§ Task statement
Return exactly the lines from the start of the records below through the line containing "thumb mcp: (1128, 840)", both ends included, and leave out the pictures.

Start of Records provided

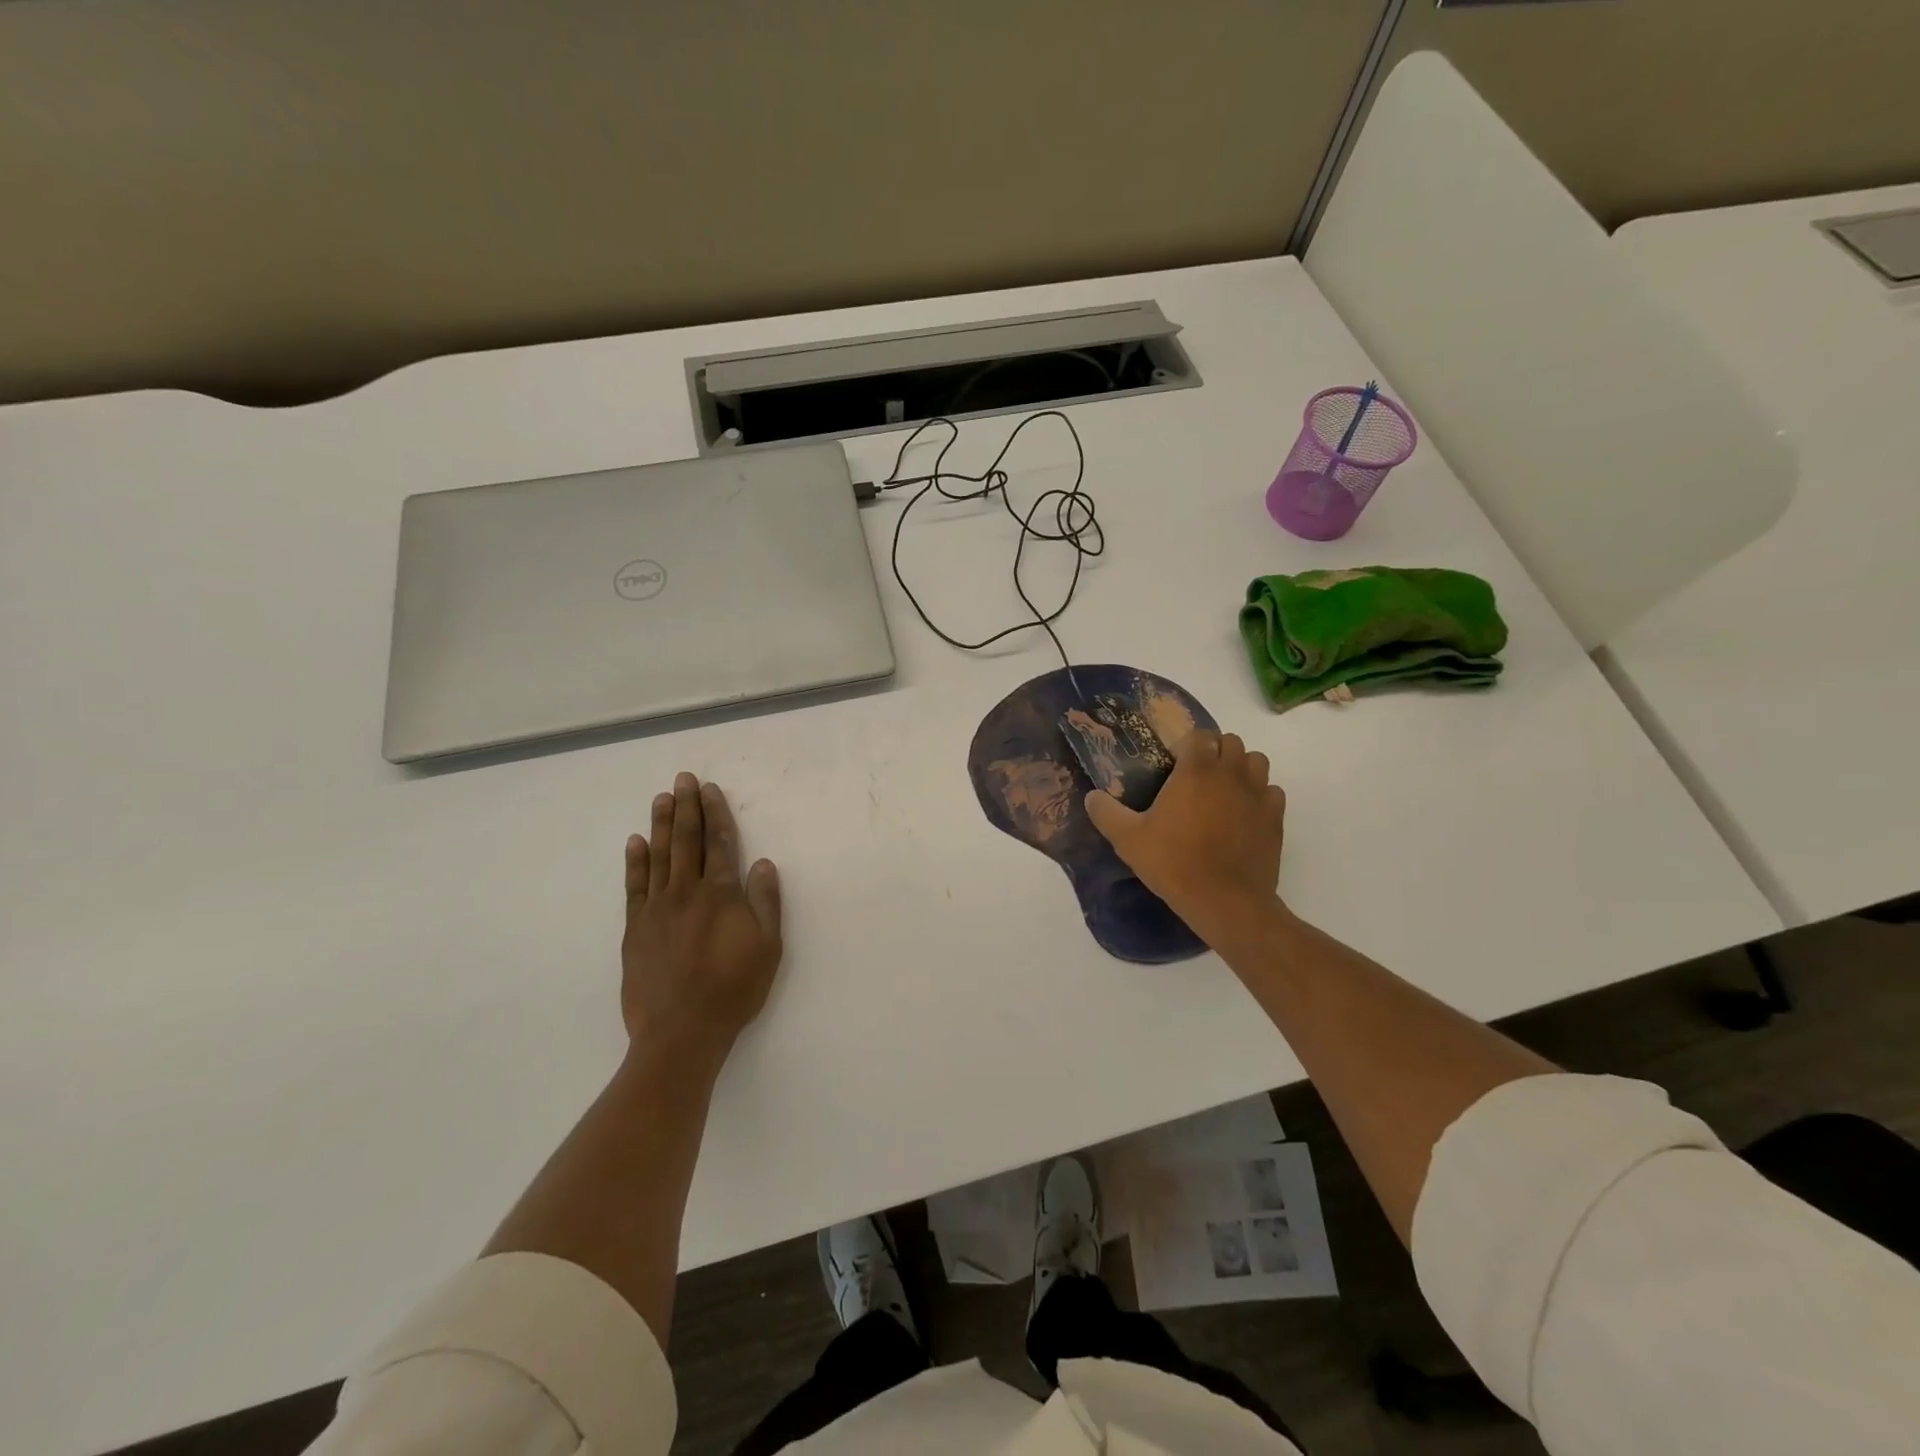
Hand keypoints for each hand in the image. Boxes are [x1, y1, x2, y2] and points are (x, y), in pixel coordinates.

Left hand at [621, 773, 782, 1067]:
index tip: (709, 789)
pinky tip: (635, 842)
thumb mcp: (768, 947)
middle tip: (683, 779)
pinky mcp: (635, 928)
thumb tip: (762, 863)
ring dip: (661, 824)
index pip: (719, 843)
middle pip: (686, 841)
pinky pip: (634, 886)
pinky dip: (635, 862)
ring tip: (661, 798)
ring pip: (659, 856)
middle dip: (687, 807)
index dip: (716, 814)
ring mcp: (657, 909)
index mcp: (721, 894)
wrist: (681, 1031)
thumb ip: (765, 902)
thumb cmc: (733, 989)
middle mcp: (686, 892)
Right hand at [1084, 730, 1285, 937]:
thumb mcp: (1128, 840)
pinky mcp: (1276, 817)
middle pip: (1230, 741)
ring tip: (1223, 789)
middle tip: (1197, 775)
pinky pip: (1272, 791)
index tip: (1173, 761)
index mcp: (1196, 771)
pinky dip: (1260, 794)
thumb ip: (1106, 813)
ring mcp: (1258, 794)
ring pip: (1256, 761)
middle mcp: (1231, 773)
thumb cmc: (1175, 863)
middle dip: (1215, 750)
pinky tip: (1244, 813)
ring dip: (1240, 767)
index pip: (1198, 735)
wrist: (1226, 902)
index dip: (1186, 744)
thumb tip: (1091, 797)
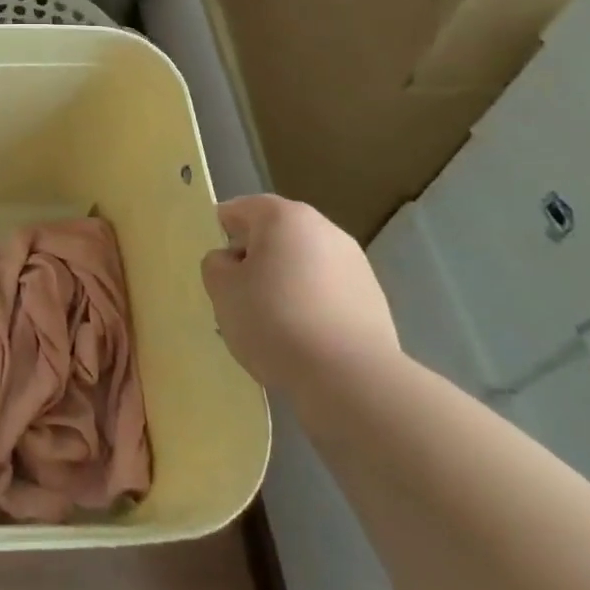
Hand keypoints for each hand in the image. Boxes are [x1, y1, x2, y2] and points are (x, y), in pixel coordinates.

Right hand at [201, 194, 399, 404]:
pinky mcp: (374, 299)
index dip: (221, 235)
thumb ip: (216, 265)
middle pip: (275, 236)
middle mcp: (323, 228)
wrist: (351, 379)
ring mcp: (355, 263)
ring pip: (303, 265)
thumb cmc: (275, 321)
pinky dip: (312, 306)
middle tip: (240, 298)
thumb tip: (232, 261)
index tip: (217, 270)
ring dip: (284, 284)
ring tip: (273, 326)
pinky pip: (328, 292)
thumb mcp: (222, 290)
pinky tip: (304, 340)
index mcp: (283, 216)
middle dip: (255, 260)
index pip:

End of Records provided

§ Answer box
Hand keypoints for each hand in the image. Boxes are [x1, y1, x2, y2] and points are (x, y), in pixel coordinates.

Left hand at [621, 773, 782, 1067]:
index tip: (709, 789)
pinky tip: (635, 842)
thumb mcp: (768, 947)
middle tip: (683, 779)
pinky mcp: (635, 928)
thumb tip: (762, 863)
ring dip: (661, 824)
index pip: (719, 843)
middle pip: (686, 841)
pinky pip: (634, 886)
pinky dip: (635, 862)
ring tip: (661, 798)
ring pip: (659, 856)
middle dip: (687, 807)
index dip: (716, 814)
ring mcp: (657, 909)
index mcp: (721, 894)
wrist: (681, 1031)
thumb ip: (765, 902)
thumb cmc: (733, 989)
middle mcp: (686, 892)
Right hand at [1084, 730, 1285, 937]:
thumb mcp: (1128, 840)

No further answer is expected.